Chap 2
Chapter 2: The Broken Toothbrush
Victim: Nguyễn Thị L. – Abusive Stepmother
Crime: Alkaloid poisoning via toothbrush
Modus Operandi: Absorbed poison through bristles during repeated use
Forensics: Alkaloid residue found in oral tissue and gums
I didn’t kill her because I hated her.
I killed her because she never once realized I was watching her.
Nguyễn Thị L. became my stepmother when I was eight years old. My biological mother had vanished into a closed casket and a coffin sealed too quickly for questions. My father remarried in less than six months. And that’s when she moved in — with her fake smile, her cheap perfume, and the backhand of a butcher.
She slapped with the intent to leave silence in your mouth for hours.
At first, I counted the bruises like stars. Then I stopped counting altogether. She was smart, too — never in public, never hard enough to hospitalize, just enough to twist my bones around her presence. My father never saw. Or he did, and chose not to.

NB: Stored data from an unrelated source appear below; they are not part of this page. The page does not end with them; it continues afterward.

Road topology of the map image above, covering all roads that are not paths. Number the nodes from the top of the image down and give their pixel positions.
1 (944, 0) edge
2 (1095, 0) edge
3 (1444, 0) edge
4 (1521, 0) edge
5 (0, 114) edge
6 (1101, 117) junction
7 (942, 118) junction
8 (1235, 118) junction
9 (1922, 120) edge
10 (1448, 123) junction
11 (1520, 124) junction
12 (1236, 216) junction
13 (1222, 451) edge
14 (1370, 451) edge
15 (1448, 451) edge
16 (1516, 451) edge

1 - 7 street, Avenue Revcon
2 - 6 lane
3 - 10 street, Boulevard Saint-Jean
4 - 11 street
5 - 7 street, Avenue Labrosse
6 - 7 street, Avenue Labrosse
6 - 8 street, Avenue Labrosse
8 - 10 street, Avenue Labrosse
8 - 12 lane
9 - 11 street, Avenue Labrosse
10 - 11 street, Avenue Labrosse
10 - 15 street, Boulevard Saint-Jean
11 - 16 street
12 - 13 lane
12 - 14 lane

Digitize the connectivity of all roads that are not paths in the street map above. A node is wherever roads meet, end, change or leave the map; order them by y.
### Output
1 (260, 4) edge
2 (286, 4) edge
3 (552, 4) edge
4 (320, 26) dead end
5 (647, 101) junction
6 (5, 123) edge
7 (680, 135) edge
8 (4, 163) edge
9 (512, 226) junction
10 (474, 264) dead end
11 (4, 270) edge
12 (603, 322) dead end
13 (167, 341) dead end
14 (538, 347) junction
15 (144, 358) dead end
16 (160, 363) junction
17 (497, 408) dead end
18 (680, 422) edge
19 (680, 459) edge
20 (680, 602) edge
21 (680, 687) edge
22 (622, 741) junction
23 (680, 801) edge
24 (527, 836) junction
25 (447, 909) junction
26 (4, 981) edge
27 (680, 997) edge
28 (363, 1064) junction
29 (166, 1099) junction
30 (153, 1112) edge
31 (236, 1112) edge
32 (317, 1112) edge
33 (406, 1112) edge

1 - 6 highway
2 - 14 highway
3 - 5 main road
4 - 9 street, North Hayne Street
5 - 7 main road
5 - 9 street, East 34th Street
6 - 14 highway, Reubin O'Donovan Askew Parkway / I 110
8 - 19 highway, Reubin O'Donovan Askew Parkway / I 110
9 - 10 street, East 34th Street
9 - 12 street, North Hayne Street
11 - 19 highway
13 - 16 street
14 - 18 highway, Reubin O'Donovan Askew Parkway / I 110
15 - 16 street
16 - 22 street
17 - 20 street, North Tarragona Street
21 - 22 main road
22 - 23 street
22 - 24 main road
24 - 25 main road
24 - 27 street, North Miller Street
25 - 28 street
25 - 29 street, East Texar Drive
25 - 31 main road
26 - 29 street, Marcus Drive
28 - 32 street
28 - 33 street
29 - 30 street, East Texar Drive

I left home at sixteen. Never looked back.
But she wasn’t done hurting people. Two years later, I learned what she had done to my half-sister — eleven years old, quiet, always flinching at loud noises. I saw the bruises one day when I picked her up from school. I saw her arms. And I saw the fear in her mouth when I asked.
That night, I decided Nguyễn Thị L. would die.
Not suddenly. Not quickly. Not with drama.
I wanted her to fade — slowly, silently — like the poison she’d been to us.
Observation Phase – Week 1
She had a rigid morning routine. Wake at 6:00 AM. Boil water. Brush her teeth before tea.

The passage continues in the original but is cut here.